The Chinese government has acted in large part because of the United Nations mandate on educating the world on issues of HIV/AIDS identification, prevention and treatment. The UN lists China as a country whose progress is slow but moving with the existence of civil involvement.

So, because of UN involvement in HIV/AIDS as a very real threat to China’s health (particularly because many Chinese gay men have been “forced” into straight marriages thus widening the scope of the disease) and China realizing that it is also a threat to the country’s economic well-being, there is a new chance for gays to be recognized as victims of this epidemic, as well as a social reality that needs to be humanely addressed.

While we are waiting for the government to slowly recognize gays in China, how would a company tap into the gay market?

Right now, it seems the best way is to get them where they live. And where they live right now is on the websites. The Chinese government would be more apt to support gay rights if it translates into gay commerce from which the government can get a piece of the action. Once more of these sites transition from purely information and communication to commercial transactions that generate taxable revenue, it will behoove the government to lend any support possible to these gay sites.

What an entrepreneurial company could do is study these sites in detail and ferret out a handle of them with the most potential as far as accessibility, the number of users, format and content.
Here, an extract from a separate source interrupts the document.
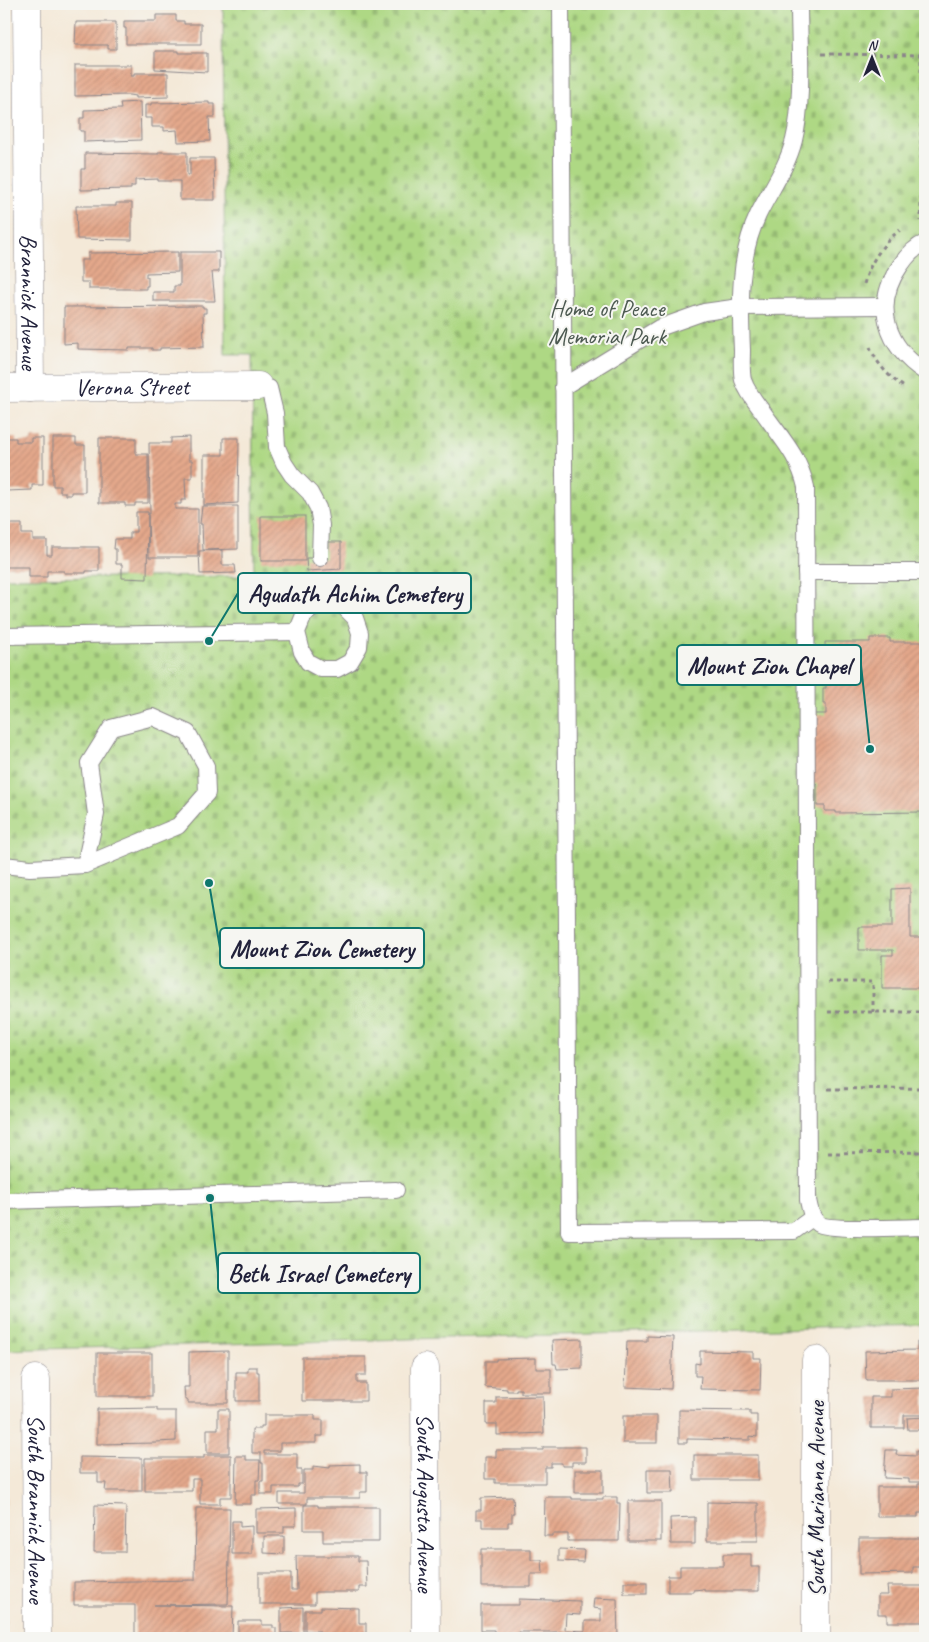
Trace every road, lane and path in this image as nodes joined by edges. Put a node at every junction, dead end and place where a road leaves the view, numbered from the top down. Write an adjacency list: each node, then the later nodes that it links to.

The next step would be to communicate effectively with the website owners or operators and present a products and/or services that would either optimize the functions of the website itself or would be separate consumer items for the website’s users. The best approach would probably be in that order, so that a company offers help and solutions before it offers products or services for sale.The approach that should be utilized in unison to the above is information exchange and networking (meaning people) expansion.

What gays in China need more than anything are resources – to figure out who and what they are, to know it’s okay to be gay, to find others like them, to join others like them in meetings and planned events, and to create a safe and friendly environment in which they can enjoy their lives. Right now, most gays in China do not have any of this.

So, it is incumbent upon those of us on the outside to help gays in China and elsewhere to eventually get where we are, in terms of tolerance and acceptance. In the process, we may be able to offer products and services that they may need or want – and this is a matter of strategic initiative.

If gays in China are reflective of gays in other parts of the world, they are generally better educated and have better incomes than other minorities and thus have more buying power. For example, in the United States, the African-American and Latino-American communities are larger than the Gay-American community. However, the buying power of gays (per capita) is much larger.

Some potential markets that have traditionally been big with gays include gay literature (fiction and non-fiction), gay movies, gay travel (cruises, sight-seeing), music and fashion and accessories, just to name a few.

Once the social and commercial infrastructure is in place, the possibilities of mutual betterment are endless. Progress for gays in China is at the end of the tunnel. Gay-Asian Males have the opportunity to facilitate it through information-sharing as well as commerce.

[The irony of the plight of gays in China is that before the Communist Cultural Revolution, gay lifestyles were generally tolerated, depending on which dynasty was in power, as long as provisions for procreation were involved.]